Shares in BP continue to take a pounding this week, falling more than 9% on Monday and seemingly in free fall as estimates of the size of the oil spill in the Mexican Gulf which followed an explosion and blowout at the company’s Maconda oil field on April 20th. The shares plunged on the news that US Democratic senators had called on the company to invest $20 billion immediately into a ring-fenced fund with an independent administrator, which would be used to fund the clean up.

BP’s board meanwhile held a teleconference to discuss whether to continue paying a dividend. Investors are expecting the company to offer some form of suspension of the dividend to Barack Obama when the President meets BP chairman meets Carl-Henric Svanberg and Tony Hayward, the company’s chief executive on Wednesday.

While visiting an emergency staging facility in Theodore, Alabama on Monday, President Obama said that the administration had a ‘constructive conversation’ with BP about paying claims. He also suggested that conversations about the mechanism to deal with legitimate claims had begun and was confident that more progress would have been made before he met BP’s chairman on Wednesday.

Meanwhile, Harry Reid, the Democratic leader in the Senate, said in a letter to chief executive Hayward that the creation of the $20 billion account would serve as an ‘act of good faith’ and would be an important first step in ensuring that BP would not delay or evade responsibility for damages.

On the cleanup front, BP plans to have in place by the end of the month the capacity to trap up to 53,000 barrels per day of oil leaking from its ruptured well. However, the company has warned that it could not guarantee to collect all the escaping oil and that the operation would create concerns over safety by working significantly beyond what is considered safe practice.

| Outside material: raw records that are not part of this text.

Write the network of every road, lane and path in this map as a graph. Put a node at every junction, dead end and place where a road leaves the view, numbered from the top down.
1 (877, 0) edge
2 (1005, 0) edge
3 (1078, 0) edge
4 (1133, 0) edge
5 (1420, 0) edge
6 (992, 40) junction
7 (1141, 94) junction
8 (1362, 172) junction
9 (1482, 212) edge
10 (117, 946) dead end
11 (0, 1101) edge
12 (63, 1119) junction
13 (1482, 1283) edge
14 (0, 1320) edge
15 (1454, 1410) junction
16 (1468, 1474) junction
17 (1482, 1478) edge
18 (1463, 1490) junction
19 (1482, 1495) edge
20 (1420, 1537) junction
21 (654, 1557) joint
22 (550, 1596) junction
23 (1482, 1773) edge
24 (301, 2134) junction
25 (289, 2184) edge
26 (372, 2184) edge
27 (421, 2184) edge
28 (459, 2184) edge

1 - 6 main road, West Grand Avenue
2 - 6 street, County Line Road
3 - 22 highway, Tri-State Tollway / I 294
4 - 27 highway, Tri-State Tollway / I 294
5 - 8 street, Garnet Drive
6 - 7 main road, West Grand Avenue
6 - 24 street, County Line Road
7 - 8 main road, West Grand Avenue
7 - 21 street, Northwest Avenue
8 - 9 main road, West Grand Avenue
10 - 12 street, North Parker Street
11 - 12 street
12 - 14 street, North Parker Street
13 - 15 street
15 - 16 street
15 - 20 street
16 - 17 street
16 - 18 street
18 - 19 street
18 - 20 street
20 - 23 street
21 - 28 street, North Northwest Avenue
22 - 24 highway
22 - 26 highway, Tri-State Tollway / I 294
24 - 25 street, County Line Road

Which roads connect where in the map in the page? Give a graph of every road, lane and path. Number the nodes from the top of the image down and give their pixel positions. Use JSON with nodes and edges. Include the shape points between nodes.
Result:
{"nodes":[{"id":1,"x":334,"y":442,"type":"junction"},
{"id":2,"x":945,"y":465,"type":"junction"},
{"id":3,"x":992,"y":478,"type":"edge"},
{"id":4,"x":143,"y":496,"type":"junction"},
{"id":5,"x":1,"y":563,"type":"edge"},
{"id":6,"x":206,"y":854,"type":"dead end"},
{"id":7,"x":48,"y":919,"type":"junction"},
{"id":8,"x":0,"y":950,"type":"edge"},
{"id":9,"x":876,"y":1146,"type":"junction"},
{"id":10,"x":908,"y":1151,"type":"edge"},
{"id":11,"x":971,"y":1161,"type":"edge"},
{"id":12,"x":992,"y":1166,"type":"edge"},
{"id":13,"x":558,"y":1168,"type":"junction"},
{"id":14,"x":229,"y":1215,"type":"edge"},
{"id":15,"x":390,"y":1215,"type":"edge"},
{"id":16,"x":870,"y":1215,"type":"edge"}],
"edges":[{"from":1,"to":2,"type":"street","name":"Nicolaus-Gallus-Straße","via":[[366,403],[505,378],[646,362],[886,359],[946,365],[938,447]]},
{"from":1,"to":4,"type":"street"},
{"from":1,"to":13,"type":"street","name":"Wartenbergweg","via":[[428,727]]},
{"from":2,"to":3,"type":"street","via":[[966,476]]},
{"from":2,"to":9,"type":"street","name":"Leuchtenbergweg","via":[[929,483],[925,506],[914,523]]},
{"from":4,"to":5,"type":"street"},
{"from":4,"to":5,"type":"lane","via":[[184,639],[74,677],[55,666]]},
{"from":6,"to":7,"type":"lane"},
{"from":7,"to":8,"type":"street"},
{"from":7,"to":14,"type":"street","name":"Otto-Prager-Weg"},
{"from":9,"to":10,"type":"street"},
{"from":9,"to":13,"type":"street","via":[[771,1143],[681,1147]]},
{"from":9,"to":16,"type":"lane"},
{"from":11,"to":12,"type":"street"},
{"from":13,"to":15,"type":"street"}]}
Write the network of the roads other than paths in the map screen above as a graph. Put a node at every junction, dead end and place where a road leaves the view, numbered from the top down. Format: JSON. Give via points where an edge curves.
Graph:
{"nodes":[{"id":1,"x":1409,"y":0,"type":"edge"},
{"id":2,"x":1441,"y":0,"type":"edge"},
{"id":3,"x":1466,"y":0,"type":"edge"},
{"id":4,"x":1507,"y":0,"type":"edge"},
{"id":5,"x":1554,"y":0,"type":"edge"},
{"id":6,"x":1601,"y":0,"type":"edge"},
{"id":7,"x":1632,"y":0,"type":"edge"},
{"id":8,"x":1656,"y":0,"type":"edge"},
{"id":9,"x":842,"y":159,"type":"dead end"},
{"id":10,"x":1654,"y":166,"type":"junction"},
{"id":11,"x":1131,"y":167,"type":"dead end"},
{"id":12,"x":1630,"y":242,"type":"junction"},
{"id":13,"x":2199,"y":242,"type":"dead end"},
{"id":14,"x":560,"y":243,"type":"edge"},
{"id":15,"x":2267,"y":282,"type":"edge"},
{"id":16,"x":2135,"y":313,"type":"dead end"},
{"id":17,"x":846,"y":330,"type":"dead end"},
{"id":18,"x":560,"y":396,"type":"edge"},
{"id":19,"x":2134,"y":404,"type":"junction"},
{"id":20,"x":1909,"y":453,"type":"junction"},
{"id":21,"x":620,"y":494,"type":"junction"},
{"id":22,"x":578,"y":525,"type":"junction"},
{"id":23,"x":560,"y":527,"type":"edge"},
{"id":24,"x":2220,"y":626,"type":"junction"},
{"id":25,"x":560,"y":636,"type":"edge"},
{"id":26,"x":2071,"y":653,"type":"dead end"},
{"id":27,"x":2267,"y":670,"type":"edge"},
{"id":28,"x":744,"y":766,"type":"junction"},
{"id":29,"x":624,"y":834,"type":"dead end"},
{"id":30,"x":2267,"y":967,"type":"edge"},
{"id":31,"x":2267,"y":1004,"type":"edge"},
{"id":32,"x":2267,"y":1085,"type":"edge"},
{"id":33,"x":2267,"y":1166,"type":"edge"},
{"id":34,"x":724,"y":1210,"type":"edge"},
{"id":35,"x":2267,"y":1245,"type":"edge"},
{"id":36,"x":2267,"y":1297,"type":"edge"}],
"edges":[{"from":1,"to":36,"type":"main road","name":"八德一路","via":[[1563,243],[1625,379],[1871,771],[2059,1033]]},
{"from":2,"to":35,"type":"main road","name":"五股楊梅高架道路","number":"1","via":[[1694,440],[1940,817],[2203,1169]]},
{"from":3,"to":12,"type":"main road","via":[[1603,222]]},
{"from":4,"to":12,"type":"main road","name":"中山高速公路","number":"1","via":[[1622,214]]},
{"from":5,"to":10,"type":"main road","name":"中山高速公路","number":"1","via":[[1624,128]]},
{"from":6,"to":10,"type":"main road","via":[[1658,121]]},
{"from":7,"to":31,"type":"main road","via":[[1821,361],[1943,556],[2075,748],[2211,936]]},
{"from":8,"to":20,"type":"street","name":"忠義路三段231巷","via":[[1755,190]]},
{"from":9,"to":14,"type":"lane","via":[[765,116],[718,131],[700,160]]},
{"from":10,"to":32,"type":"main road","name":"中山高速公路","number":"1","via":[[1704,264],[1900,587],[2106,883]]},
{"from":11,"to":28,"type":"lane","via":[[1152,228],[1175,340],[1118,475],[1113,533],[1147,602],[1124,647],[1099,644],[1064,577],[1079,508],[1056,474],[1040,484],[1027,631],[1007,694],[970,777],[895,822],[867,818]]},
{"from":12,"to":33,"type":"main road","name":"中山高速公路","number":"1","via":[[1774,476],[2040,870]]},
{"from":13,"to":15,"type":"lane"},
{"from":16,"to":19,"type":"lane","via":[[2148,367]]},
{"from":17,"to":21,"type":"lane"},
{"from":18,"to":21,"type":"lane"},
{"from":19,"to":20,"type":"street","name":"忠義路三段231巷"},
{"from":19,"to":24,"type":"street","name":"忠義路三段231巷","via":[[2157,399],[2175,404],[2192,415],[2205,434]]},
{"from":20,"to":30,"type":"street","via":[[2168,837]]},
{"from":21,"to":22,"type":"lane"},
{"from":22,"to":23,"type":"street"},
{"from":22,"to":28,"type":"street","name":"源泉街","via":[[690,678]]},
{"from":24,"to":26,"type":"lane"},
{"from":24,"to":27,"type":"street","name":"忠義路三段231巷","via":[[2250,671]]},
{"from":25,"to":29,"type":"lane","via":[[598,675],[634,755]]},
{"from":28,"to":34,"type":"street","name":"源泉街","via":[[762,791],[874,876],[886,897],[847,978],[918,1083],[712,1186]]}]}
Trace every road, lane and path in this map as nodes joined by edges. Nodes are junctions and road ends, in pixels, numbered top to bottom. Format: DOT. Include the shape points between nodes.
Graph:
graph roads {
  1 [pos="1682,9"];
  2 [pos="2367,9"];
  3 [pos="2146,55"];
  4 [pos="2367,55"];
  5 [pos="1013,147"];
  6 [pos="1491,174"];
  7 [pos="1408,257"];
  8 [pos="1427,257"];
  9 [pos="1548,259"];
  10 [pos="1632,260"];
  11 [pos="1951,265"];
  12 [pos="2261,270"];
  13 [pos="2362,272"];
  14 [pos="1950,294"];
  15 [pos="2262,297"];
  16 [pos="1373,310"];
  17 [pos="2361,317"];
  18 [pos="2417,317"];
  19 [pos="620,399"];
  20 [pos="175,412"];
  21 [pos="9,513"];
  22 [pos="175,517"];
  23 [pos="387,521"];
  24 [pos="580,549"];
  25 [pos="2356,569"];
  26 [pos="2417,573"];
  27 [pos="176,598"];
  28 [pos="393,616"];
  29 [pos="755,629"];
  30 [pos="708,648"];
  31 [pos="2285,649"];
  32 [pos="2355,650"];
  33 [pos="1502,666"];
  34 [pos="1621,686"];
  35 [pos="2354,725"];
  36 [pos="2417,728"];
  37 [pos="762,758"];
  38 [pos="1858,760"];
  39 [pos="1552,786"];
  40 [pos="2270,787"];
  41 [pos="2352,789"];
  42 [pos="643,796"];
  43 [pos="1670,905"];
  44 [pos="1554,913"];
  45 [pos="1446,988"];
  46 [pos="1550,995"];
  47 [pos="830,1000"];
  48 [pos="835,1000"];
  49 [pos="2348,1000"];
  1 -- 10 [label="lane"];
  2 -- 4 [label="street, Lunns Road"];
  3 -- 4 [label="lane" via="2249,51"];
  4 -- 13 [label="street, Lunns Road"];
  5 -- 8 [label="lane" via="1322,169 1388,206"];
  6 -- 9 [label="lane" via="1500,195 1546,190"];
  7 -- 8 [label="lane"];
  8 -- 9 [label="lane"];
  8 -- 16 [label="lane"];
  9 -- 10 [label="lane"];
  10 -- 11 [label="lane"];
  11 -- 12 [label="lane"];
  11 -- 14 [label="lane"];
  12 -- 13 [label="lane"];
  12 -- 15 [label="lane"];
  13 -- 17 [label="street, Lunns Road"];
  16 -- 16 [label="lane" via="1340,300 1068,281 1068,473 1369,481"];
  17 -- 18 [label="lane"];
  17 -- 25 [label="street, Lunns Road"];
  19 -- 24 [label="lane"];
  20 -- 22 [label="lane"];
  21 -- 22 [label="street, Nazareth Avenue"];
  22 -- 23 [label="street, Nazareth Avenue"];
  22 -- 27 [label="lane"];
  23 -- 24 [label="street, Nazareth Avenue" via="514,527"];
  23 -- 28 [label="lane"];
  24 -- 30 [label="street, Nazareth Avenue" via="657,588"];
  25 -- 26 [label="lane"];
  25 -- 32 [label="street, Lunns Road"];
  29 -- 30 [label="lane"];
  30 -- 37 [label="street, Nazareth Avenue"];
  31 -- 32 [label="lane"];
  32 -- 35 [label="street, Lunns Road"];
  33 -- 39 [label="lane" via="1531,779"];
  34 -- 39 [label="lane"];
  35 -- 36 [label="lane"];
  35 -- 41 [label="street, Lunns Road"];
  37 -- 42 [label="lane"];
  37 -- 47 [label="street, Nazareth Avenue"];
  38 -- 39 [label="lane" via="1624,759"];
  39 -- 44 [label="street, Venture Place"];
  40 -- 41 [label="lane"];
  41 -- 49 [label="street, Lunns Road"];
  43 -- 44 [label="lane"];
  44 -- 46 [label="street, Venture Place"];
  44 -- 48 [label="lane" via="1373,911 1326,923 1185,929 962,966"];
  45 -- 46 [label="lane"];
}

The Lower Marine Riser Package, which was installed on June 3rd has collected some 127,000 barrels of oil and gas and continues to pipe it up to the drilling ship, Discoverer Enterprise, which is holding station on the surface above the damaged wellhead and the attached LMRP and is recovering oil at a rate of around 15,000 barrels/day. From mid-June, BP hopes to have in place a second vessel, the Q4000, which is an ultra-deepwater multi-service vessel which will receive up to 10,000 barrels/day of oil and gas siphoned from the failed blowout preventer and flared by the vessel at the surface.

A third system, a permanent riser also connected to the blowout preventer, will be in place by the end of June to capture a further 53,000 barrels a day. This flow will be collected by either of two vessels – the Helix Producer, a processing ship or the Toisa Pisces, a well testing vessel. The oil would then be transferred to tankers to be landed on the mainland.

In July, the plan is set to change with another Transocean vessel, the Clear Leader, joining the Maconda fleet. This vessel will be connected to a new design of containment cap fitted on top of the blow-out preventer.

The US Coast Guard estimates that 35,000 barrels/day is currently escaping and has called on BP to put in significant excess capacity above that to allow for technical failures on the ships or other equipment used in the operation. With its three pronged recovery plan, BP should be collecting around 78,000 barrels/day by the middle of July. With the new containment cap, capacity will be increased further.